***** GIVEN ENTRIES *****

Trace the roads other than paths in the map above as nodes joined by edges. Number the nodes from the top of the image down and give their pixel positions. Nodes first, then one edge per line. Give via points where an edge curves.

*****
***** GIVEN ENTRIES *****

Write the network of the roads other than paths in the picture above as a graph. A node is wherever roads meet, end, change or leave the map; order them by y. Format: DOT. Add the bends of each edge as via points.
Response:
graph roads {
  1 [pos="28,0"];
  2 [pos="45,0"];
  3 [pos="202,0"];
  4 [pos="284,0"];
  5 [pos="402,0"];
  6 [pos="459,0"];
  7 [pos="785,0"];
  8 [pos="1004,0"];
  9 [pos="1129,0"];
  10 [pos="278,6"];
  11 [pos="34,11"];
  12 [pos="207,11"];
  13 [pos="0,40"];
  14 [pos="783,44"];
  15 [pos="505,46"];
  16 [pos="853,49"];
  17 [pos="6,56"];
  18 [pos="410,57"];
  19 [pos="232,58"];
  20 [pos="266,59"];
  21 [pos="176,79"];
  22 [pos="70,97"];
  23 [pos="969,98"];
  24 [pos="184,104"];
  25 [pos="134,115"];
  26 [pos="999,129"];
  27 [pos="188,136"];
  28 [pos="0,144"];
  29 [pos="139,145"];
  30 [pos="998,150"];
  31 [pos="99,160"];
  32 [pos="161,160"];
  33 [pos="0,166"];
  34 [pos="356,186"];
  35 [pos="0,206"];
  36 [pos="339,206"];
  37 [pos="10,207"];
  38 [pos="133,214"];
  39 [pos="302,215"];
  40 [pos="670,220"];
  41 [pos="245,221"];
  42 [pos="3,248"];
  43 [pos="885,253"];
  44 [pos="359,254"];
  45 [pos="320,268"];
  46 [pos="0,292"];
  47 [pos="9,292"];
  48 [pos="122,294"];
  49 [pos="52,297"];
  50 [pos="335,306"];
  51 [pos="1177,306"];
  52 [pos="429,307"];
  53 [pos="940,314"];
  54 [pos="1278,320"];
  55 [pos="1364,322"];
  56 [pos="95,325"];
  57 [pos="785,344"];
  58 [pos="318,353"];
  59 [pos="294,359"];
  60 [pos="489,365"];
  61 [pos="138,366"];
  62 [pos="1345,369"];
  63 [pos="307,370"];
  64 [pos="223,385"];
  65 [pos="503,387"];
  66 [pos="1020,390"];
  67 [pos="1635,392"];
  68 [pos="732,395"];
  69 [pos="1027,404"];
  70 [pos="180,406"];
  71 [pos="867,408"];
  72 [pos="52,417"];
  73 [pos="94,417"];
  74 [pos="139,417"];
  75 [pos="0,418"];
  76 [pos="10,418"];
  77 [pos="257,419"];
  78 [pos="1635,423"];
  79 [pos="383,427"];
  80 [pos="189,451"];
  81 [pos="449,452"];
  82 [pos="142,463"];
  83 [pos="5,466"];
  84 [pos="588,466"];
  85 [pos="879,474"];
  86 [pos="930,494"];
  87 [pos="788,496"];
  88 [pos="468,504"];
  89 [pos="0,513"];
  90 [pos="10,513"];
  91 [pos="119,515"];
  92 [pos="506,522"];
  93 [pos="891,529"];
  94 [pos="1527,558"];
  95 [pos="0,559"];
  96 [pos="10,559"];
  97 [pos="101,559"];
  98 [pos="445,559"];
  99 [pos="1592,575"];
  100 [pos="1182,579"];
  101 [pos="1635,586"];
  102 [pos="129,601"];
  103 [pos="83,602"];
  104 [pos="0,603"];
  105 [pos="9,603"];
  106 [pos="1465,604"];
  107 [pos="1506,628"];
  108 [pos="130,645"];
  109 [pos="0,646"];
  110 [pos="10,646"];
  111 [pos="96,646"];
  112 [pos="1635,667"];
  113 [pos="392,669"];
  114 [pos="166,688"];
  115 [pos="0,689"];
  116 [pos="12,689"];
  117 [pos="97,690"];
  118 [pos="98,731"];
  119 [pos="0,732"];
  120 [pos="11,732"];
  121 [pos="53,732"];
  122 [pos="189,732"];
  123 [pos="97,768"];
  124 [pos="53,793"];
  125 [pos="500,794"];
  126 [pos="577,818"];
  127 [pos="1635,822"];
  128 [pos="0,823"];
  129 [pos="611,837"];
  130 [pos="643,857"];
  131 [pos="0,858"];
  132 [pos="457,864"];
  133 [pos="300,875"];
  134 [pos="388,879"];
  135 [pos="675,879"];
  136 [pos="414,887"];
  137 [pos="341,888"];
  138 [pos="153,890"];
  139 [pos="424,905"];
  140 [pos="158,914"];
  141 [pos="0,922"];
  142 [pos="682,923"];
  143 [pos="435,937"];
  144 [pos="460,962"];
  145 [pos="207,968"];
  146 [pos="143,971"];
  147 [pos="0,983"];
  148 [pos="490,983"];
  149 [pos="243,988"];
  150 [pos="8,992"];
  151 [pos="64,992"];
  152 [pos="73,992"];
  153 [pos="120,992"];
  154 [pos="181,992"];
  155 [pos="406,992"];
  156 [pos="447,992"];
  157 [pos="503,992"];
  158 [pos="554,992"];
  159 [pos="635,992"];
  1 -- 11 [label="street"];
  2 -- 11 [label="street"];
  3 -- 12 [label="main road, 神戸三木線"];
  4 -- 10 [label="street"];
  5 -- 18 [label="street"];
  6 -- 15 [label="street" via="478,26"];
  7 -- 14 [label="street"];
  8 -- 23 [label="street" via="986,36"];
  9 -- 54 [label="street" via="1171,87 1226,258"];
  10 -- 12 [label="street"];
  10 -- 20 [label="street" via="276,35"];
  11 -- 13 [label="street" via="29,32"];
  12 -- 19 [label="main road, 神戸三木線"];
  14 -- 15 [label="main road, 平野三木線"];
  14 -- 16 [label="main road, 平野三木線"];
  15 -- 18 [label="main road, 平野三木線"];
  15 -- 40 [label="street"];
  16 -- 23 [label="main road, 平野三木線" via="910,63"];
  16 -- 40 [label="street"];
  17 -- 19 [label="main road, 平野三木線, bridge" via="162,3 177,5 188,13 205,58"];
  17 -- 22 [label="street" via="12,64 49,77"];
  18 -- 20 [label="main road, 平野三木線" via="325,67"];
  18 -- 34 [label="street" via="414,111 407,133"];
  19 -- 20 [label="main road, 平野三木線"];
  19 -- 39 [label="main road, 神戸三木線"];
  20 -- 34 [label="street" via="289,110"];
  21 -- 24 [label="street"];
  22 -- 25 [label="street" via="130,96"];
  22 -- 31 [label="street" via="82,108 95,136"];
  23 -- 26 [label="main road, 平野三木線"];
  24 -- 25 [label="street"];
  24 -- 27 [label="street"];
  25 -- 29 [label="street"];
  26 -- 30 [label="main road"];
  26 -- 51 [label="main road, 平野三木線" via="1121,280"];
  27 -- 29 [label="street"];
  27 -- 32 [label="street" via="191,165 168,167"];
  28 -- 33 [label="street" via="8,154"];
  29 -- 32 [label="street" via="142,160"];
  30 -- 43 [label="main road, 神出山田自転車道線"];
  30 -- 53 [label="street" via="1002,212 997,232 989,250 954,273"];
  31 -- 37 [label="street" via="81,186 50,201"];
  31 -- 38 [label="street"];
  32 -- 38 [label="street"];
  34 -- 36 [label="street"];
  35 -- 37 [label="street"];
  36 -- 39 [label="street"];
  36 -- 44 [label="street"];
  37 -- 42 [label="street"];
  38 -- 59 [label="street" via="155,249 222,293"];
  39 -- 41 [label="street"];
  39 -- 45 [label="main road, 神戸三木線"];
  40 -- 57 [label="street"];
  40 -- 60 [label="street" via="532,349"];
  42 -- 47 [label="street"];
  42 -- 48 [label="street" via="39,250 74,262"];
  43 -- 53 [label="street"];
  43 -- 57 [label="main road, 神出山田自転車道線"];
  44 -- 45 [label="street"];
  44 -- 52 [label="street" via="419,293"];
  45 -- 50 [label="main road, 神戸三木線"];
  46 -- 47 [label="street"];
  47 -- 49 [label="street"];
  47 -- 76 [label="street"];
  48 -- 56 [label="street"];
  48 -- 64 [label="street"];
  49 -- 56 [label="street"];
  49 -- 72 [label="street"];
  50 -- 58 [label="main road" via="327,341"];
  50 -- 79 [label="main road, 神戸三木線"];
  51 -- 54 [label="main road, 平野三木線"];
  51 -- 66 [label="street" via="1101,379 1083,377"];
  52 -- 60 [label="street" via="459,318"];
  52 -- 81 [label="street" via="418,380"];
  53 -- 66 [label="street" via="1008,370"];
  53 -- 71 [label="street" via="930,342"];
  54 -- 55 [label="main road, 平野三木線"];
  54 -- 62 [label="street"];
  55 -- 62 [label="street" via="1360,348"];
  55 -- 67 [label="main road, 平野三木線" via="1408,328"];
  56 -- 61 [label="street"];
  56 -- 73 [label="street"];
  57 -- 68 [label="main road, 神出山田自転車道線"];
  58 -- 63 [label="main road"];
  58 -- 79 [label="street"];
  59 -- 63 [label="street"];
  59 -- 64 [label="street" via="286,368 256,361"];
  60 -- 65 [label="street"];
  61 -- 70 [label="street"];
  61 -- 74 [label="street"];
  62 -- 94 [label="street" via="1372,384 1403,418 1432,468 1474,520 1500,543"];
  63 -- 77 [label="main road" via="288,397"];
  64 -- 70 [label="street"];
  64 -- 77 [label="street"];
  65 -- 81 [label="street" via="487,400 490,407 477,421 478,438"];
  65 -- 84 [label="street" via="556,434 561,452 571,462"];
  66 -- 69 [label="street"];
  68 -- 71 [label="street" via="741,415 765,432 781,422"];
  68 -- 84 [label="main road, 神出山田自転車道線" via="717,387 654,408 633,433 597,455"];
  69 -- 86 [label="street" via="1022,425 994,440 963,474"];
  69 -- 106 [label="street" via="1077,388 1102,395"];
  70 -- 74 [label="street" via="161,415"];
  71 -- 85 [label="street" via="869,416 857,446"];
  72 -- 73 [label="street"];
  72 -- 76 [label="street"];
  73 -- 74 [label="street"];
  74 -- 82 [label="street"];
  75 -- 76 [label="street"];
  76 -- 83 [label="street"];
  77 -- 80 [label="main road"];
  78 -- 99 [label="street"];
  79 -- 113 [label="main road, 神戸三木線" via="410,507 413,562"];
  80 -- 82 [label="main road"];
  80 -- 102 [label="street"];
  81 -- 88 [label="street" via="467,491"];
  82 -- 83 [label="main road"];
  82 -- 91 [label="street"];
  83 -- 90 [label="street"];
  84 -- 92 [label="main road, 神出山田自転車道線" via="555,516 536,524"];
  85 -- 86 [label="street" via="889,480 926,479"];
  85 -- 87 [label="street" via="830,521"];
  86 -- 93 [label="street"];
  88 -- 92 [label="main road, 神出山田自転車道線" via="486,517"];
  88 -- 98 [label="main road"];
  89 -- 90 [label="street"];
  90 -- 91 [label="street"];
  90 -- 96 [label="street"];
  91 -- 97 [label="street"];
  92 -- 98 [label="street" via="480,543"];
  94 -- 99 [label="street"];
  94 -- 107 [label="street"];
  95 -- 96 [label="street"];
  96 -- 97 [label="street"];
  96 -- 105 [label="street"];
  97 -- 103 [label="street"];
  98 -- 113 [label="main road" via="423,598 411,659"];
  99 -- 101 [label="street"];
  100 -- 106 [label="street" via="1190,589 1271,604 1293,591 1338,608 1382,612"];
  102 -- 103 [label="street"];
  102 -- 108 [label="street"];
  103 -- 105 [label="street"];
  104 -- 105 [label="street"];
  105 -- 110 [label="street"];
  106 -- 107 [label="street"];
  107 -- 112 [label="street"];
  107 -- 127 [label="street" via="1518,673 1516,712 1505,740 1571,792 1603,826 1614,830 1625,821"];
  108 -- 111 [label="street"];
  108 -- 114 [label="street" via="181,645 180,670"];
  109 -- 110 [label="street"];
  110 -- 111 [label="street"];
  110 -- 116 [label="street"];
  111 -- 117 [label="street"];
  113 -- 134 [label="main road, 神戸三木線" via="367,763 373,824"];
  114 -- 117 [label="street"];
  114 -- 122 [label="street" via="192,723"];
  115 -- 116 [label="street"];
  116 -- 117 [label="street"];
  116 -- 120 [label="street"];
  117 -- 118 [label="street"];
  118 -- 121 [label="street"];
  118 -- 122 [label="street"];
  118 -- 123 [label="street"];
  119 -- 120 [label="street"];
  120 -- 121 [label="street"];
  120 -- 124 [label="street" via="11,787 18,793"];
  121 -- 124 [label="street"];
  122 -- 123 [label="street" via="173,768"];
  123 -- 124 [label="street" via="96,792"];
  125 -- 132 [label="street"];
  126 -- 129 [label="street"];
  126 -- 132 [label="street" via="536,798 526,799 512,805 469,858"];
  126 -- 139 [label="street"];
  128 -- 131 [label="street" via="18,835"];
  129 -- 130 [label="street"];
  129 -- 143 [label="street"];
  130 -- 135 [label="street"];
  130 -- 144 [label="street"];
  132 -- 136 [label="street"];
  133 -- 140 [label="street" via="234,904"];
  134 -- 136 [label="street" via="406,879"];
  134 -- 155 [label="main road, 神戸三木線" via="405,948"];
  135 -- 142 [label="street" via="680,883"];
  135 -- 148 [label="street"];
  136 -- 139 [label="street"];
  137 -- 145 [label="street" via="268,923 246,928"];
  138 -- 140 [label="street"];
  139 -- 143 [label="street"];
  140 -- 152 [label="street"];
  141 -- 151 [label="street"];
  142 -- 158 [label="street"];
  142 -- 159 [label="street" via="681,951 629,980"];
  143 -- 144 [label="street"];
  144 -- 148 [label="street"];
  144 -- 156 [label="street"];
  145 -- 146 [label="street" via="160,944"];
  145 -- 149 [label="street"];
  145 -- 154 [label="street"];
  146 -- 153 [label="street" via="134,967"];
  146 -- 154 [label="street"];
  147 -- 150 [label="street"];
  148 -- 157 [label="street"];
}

*****
***** GIVEN ENTRIES *****

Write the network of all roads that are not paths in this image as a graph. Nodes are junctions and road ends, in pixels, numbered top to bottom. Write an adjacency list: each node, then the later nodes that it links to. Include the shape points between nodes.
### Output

*****

● WHAT THIS TASK INVOLVES:
Where in the records above does the word "points" appear? Copy each line that holds it.

● OUTPUT BELOW:
Trace the roads other than paths in the map above as nodes joined by edges. Number the nodes from the top of the image down and give their pixel positions. Nodes first, then one edge per line. Give via points where an edge curves.
Write the network of the roads other than paths in the picture above as a graph. A node is wherever roads meet, end, change or leave the map; order them by y. Format: DOT. Add the bends of each edge as via points.
Write the network of all roads that are not paths in this image as a graph. Nodes are junctions and road ends, in pixels, numbered top to bottom. Write an adjacency list: each node, then the later nodes that it links to. Include the shape points between nodes.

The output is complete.